# Prompt
Count the lines in the data below that have "roads" in them, and reply with only that number.

# Information supplied
┌──
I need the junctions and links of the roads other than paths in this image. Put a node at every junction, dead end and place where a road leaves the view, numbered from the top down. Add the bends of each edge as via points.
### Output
└──
┌──
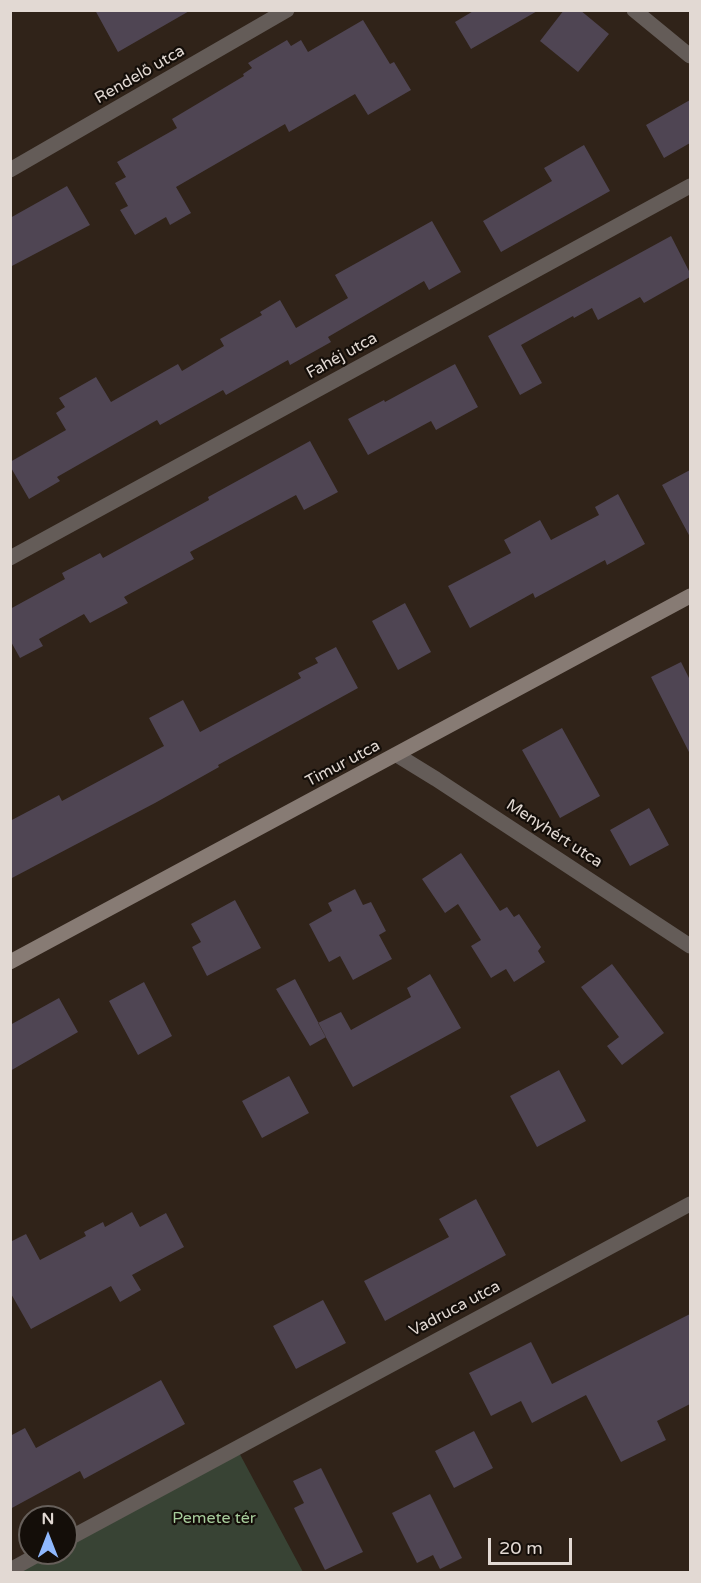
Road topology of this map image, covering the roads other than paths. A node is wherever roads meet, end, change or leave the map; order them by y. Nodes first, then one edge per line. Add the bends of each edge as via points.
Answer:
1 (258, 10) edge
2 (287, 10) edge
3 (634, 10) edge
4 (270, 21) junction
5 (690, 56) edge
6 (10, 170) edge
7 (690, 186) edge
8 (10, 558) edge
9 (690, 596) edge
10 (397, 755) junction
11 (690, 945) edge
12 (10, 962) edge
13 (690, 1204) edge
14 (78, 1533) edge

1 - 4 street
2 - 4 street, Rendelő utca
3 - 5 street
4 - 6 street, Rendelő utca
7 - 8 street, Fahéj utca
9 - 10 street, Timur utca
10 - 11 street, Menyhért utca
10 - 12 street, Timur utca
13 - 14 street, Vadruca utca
└──
# Result for this task
2